Work task:
From start to finish, set down the entries below exactly, leaving out the pictures.

Listed entries:
□ □ □ □

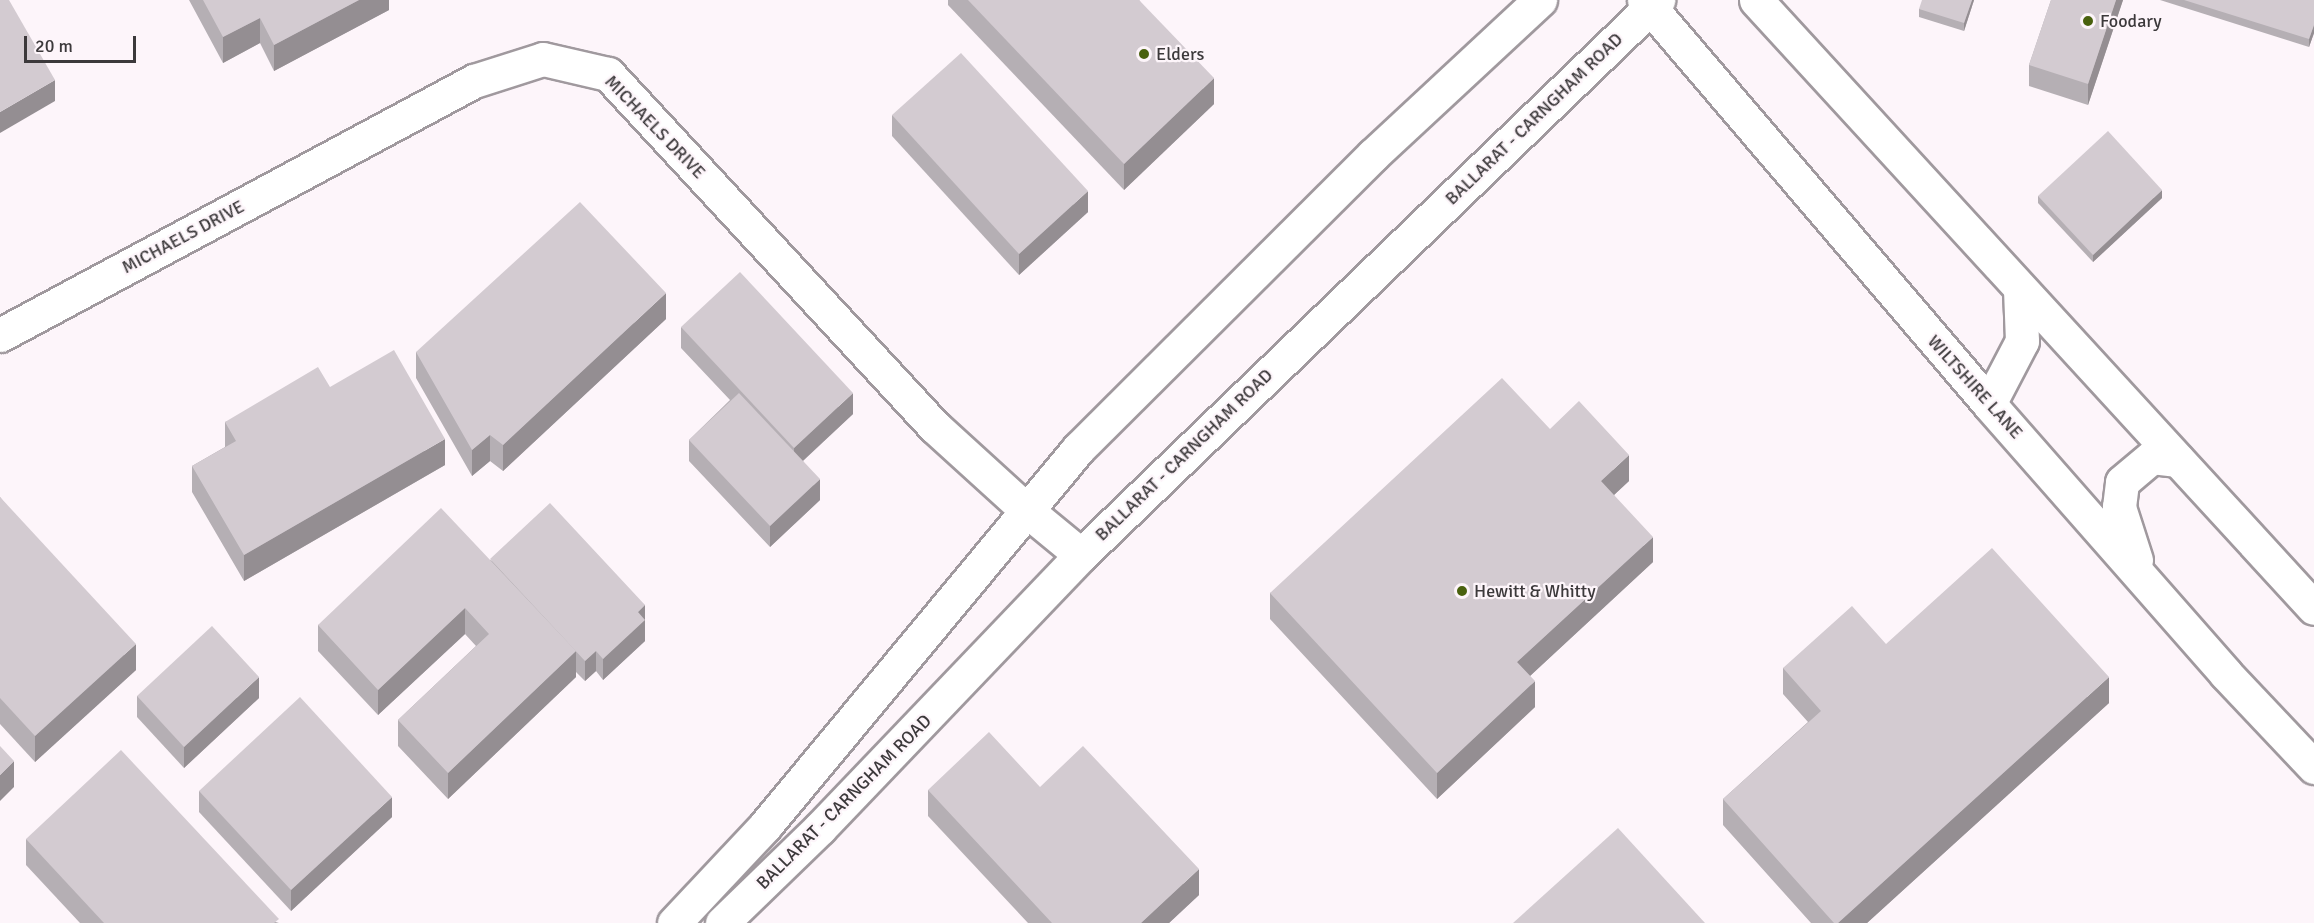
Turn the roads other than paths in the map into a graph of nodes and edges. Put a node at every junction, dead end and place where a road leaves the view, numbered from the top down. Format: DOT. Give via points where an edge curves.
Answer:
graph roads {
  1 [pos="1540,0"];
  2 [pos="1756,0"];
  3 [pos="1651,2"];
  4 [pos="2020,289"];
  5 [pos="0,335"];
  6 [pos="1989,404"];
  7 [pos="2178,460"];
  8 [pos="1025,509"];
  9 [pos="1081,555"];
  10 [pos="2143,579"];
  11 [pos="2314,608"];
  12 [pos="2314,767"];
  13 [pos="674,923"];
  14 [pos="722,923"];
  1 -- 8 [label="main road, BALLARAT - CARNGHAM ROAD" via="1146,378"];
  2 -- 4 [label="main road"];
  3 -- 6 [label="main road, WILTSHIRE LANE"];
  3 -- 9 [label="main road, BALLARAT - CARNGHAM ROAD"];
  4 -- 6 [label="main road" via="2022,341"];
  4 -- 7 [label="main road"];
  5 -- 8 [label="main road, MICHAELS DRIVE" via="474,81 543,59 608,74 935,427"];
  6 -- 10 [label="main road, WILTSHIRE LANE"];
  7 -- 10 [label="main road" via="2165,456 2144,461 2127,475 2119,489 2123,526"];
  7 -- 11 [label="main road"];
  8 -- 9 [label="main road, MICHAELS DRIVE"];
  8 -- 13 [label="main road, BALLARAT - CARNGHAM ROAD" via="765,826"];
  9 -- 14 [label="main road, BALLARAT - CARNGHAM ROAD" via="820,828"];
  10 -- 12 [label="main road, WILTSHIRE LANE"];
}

□ □ □ □

Written solution:
Turn the roads other than paths in the map into a graph of nodes and edges. Put a node at every junction, dead end and place where a road leaves the view, numbered from the top down. Format: DOT. Give via points where an edge curves.
Answer:
graph roads {
  1 [pos="1540,0"];
  2 [pos="1756,0"];
  3 [pos="1651,2"];
  4 [pos="2020,289"];
  5 [pos="0,335"];
  6 [pos="1989,404"];
  7 [pos="2178,460"];
  8 [pos="1025,509"];
  9 [pos="1081,555"];
  10 [pos="2143,579"];
  11 [pos="2314,608"];
  12 [pos="2314,767"];
  13 [pos="674,923"];
  14 [pos="722,923"];
  1 -- 8 [label="main road, BALLARAT - CARNGHAM ROAD" via="1146,378"];
  2 -- 4 [label="main road"];
  3 -- 6 [label="main road, WILTSHIRE LANE"];
  3 -- 9 [label="main road, BALLARAT - CARNGHAM ROAD"];
  4 -- 6 [label="main road" via="2022,341"];
  4 -- 7 [label="main road"];
  5 -- 8 [label="main road, MICHAELS DRIVE" via="474,81 543,59 608,74 935,427"];
  6 -- 10 [label="main road, WILTSHIRE LANE"];
  7 -- 10 [label="main road" via="2165,456 2144,461 2127,475 2119,489 2123,526"];
  7 -- 11 [label="main road"];
  8 -- 9 [label="main road, MICHAELS DRIVE"];
  8 -- 13 [label="main road, BALLARAT - CARNGHAM ROAD" via="765,826"];
  9 -- 14 [label="main road, BALLARAT - CARNGHAM ROAD" via="820,828"];
  10 -- 12 [label="main road, WILTSHIRE LANE"];
}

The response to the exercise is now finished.